Print the data exactly as written, line for line, and leave its pictures behind.

=== Records to use ===

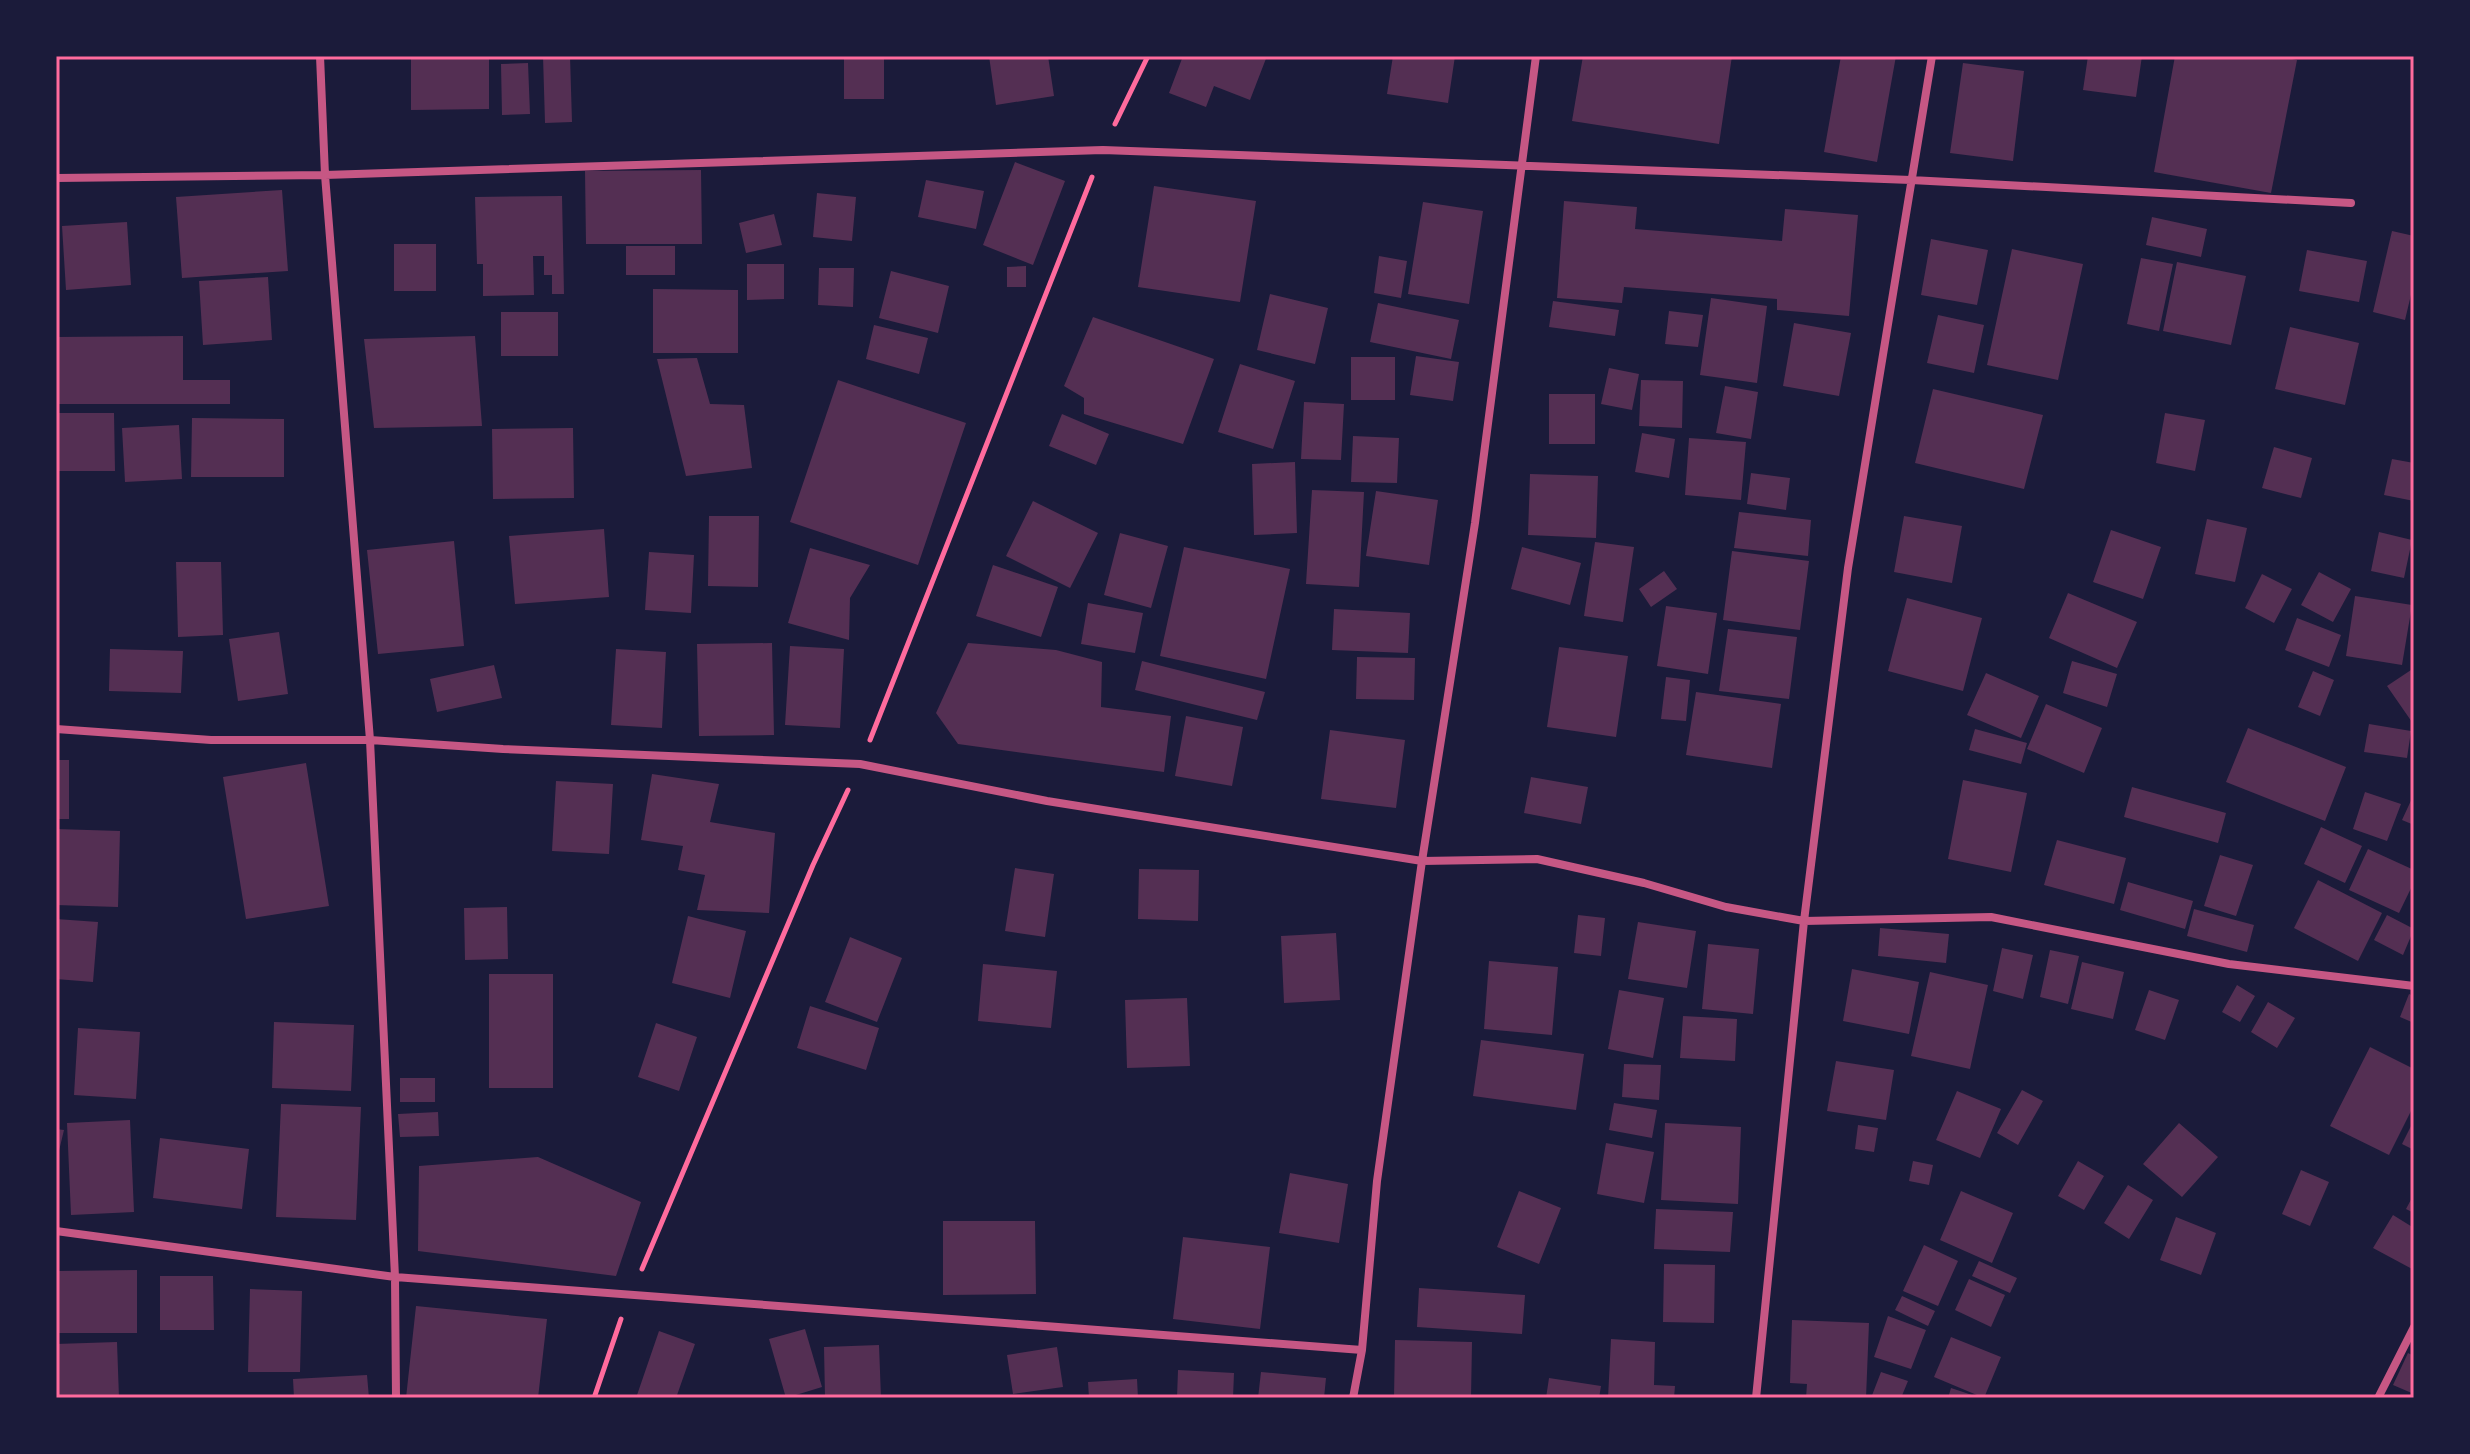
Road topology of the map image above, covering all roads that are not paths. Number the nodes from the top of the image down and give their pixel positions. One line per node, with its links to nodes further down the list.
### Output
1 (320, 56): 5 (street)
2 (1536, 56): 4 (street)
3 (1932, 56): 7 (street)
4 (1521, 167): 5 (street); 7 (street); 11 (street)
5 (325, 175): 6 (street); 10 (street)
6 (56, 178)
7 (1911, 180): 8 (street); 12 (street)
8 (2351, 203)
9 (56, 729): 10 (street)
10 (370, 740): 11 (street); 15 (street)
11 (1422, 861): 12 (street); 17 (street)
12 (1804, 921): 13 (street); 20 (street)
13 (2414, 986)
14 (56, 1231): 15 (street)
15 (395, 1277): 17 (street); 18 (street)
16 (2414, 1327): 21 (street)
17 (1362, 1350): 19 (street)
18 (396, 1398)
19 (1353, 1398)
20 (1756, 1398)
21 (2378, 1398)

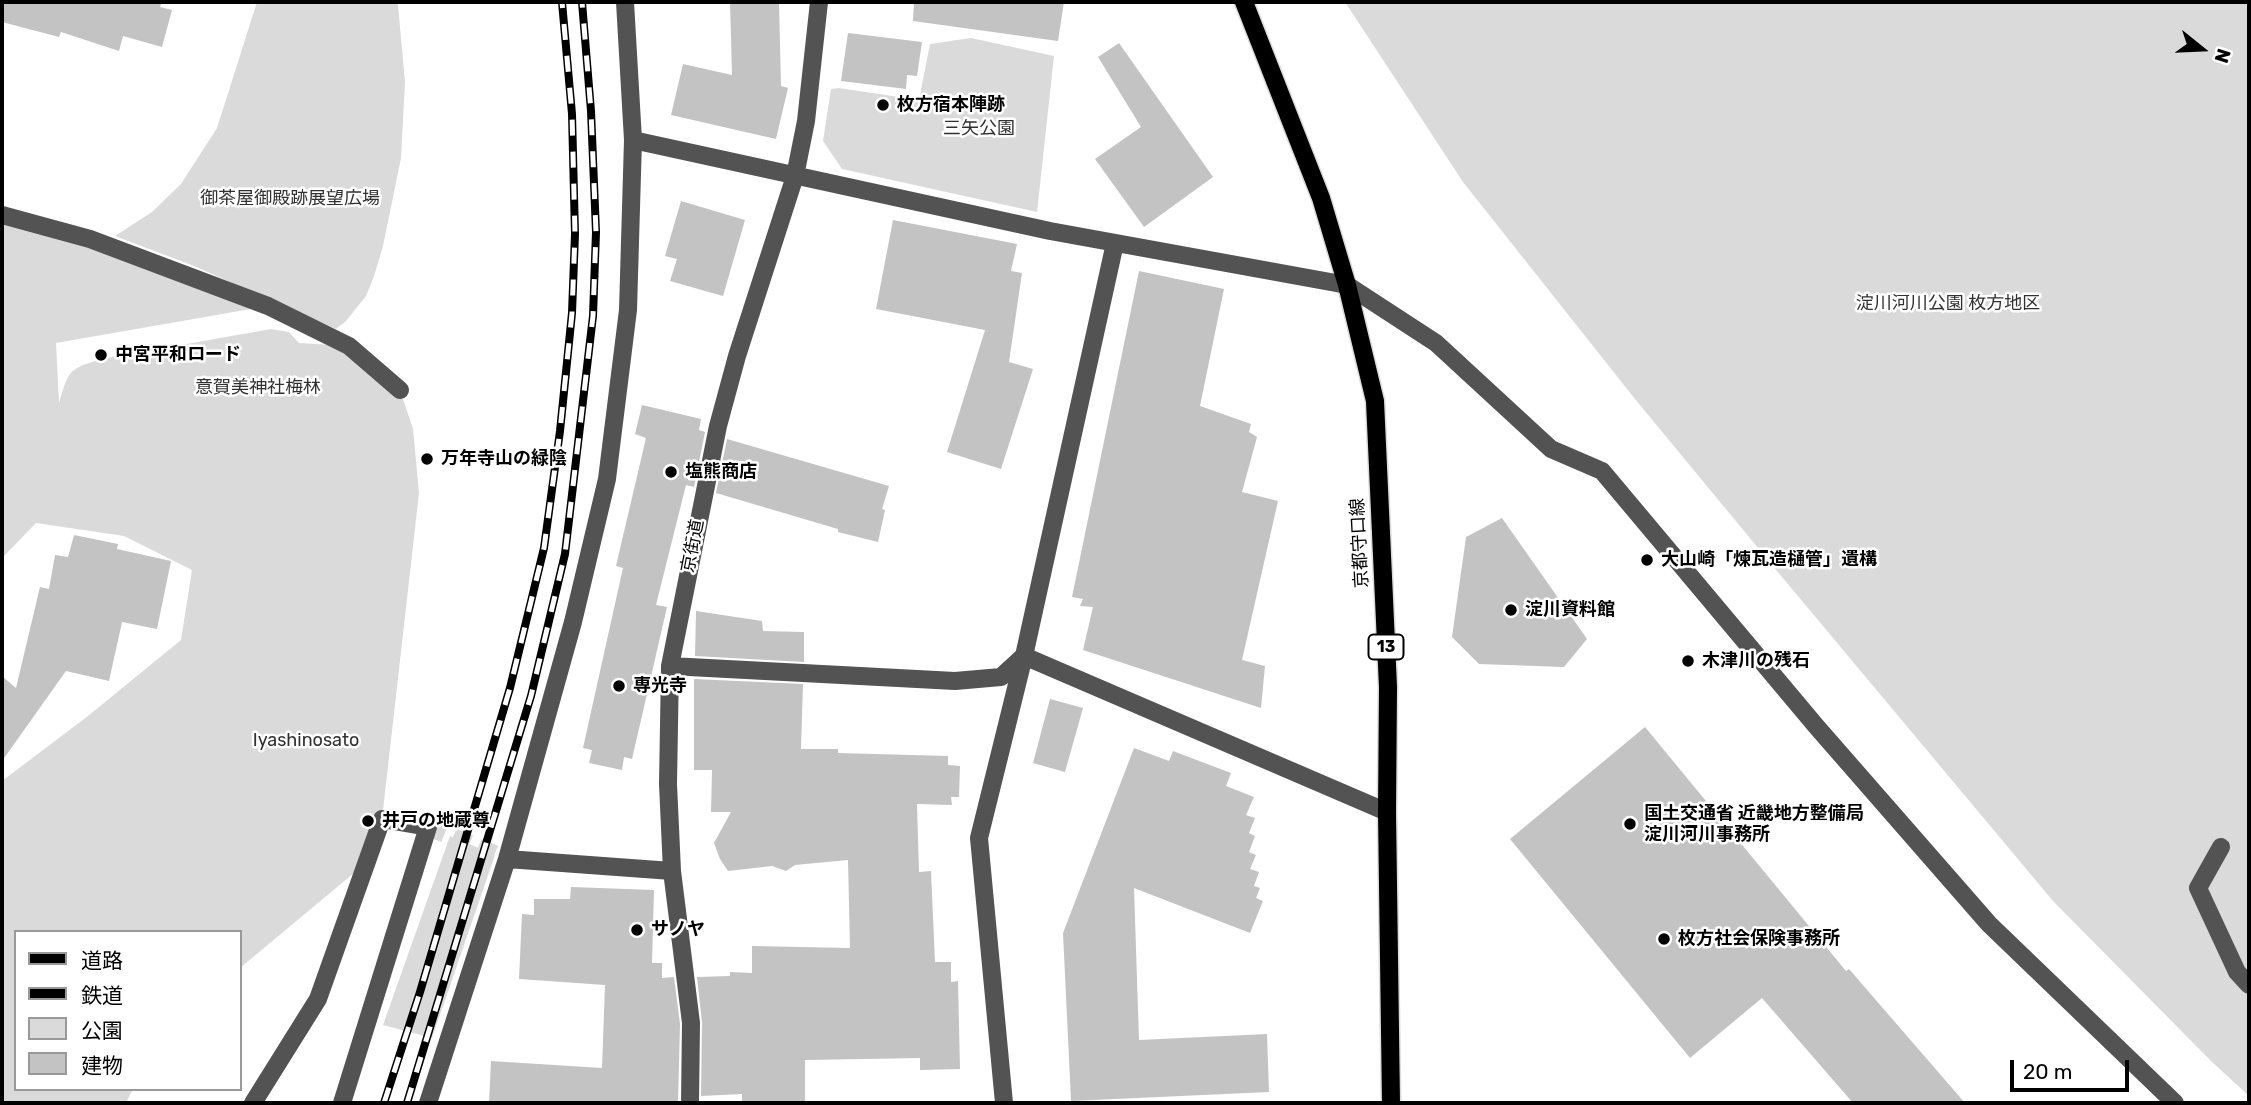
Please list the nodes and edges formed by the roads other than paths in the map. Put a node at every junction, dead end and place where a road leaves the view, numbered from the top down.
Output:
1 (625, 2) edge
2 (819, 2) edge
3 (1244, 2) edge
4 (633, 140) junction
5 (795, 176) junction
6 (2, 215) edge
7 (1115, 243) junction
8 (1347, 285) junction
9 (400, 390) dead end
10 (1024, 656) junction
11 (670, 666) junction
12 (1387, 812) junction
13 (2221, 847) dead end
14 (507, 859) junction
15 (672, 871) junction
16 (2249, 985) edge
17 (253, 1103) edge
18 (342, 1103) edge
19 (428, 1103) edge
20 (690, 1103) edge
21 (1004, 1103) edge
22 (1391, 1103) edge
23 (2175, 1103) edge

1 - 4 street
2 - 5 street, 京街道
3 - 8 main road, 京都守口線 / 13
4 - 5 street
4 - 14 street
5 - 7 street
5 - 11 street, 京街道
6 - 9 street
7 - 8 street
7 - 10 street
8 - 12 main road, 京都守口線 / 13
8 - 23 street
10 - 11 street
10 - 12 street
10 - 21 street
11 - 15 street, 京街道
12 - 22 main road, 京都守口線 / 13
13 - 16 street
14 - 15 street
14 - 19 street
15 - 20 street, 京街道
17 - 18 street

===

= Result =
Road topology of the map image above, covering all roads that are not paths. Number the nodes from the top of the image down and give their pixel positions. One line per node, with its links to nodes further down the list.
### Output
1 (320, 56): 5 (street)
2 (1536, 56): 4 (street)
3 (1932, 56): 7 (street)
4 (1521, 167): 5 (street); 7 (street); 11 (street)
5 (325, 175): 6 (street); 10 (street)
6 (56, 178)
7 (1911, 180): 8 (street); 12 (street)
8 (2351, 203)
9 (56, 729): 10 (street)
10 (370, 740): 11 (street); 15 (street)
11 (1422, 861): 12 (street); 17 (street)
12 (1804, 921): 13 (street); 20 (street)
13 (2414, 986)
14 (56, 1231): 15 (street)
15 (395, 1277): 17 (street); 18 (street)
16 (2414, 1327): 21 (street)
17 (1362, 1350): 19 (street)
18 (396, 1398)
19 (1353, 1398)
20 (1756, 1398)
21 (2378, 1398)

Please list the nodes and edges formed by the roads other than paths in the map. Put a node at every junction, dead end and place where a road leaves the view, numbered from the top down.
Output:
1 (625, 2) edge
2 (819, 2) edge
3 (1244, 2) edge
4 (633, 140) junction
5 (795, 176) junction
6 (2, 215) edge
7 (1115, 243) junction
8 (1347, 285) junction
9 (400, 390) dead end
10 (1024, 656) junction
11 (670, 666) junction
12 (1387, 812) junction
13 (2221, 847) dead end
14 (507, 859) junction
15 (672, 871) junction
16 (2249, 985) edge
17 (253, 1103) edge
18 (342, 1103) edge
19 (428, 1103) edge
20 (690, 1103) edge
21 (1004, 1103) edge
22 (1391, 1103) edge
23 (2175, 1103) edge

1 - 4 street
2 - 5 street, 京街道
3 - 8 main road, 京都守口線 / 13
4 - 5 street
4 - 14 street
5 - 7 street
5 - 11 street, 京街道
6 - 9 street
7 - 8 street
7 - 10 street
8 - 12 main road, 京都守口線 / 13
8 - 23 street
10 - 11 street
10 - 12 street
10 - 21 street
11 - 15 street, 京街道
12 - 22 main road, 京都守口線 / 13
13 - 16 street
14 - 15 street
14 - 19 street
15 - 20 street, 京街道
17 - 18 street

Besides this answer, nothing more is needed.